Problem requirements → Give only the number of lines in these records that include "Prospect".
__________
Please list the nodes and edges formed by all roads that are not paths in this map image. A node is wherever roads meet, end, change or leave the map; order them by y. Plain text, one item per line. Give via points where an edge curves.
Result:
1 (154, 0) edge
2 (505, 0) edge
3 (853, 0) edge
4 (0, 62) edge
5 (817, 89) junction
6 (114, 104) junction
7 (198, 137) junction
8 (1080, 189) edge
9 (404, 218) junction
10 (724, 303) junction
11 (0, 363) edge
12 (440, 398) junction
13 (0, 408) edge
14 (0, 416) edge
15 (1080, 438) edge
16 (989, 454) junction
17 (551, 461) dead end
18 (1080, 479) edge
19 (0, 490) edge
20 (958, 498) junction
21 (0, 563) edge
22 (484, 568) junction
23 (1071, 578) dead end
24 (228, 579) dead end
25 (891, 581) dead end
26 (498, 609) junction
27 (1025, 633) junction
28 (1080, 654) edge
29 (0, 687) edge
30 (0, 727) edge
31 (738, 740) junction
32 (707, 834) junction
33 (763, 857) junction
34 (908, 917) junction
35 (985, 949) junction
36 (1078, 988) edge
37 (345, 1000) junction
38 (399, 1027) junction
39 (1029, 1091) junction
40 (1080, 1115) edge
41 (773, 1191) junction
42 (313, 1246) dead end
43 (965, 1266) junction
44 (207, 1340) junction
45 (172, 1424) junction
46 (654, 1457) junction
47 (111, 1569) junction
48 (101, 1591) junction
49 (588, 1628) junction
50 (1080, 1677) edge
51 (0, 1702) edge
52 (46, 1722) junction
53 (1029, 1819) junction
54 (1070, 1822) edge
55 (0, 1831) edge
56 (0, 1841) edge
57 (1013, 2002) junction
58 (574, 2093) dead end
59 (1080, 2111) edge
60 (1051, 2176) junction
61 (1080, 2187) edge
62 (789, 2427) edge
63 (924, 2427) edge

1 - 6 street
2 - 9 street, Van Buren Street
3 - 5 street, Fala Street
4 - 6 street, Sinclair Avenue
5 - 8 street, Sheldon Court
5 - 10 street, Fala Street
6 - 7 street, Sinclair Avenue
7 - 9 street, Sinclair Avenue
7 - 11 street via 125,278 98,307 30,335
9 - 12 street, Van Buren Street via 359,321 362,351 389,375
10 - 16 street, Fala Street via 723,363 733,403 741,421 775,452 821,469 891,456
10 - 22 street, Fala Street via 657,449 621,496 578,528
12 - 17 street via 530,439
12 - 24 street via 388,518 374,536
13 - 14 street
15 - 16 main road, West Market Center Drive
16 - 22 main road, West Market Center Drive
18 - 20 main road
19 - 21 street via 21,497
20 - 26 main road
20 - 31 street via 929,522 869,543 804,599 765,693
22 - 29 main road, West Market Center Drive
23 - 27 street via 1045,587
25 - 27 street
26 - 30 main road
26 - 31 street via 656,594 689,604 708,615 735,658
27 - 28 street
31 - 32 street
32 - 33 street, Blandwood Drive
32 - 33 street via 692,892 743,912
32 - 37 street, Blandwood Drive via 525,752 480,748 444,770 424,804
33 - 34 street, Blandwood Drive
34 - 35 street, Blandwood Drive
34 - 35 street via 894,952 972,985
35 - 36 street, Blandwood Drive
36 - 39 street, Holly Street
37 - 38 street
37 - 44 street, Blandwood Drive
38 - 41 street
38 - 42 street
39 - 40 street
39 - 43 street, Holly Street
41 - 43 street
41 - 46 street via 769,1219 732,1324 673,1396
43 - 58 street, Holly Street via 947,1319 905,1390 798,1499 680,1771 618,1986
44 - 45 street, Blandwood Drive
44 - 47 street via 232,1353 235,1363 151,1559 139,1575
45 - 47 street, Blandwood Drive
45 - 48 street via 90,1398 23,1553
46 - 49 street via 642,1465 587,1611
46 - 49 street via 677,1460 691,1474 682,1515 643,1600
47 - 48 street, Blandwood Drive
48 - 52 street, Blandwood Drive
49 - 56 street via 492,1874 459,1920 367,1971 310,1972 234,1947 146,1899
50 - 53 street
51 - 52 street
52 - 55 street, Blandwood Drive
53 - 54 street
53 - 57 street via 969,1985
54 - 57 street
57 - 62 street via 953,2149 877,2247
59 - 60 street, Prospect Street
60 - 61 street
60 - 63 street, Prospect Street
__________
Reply → 2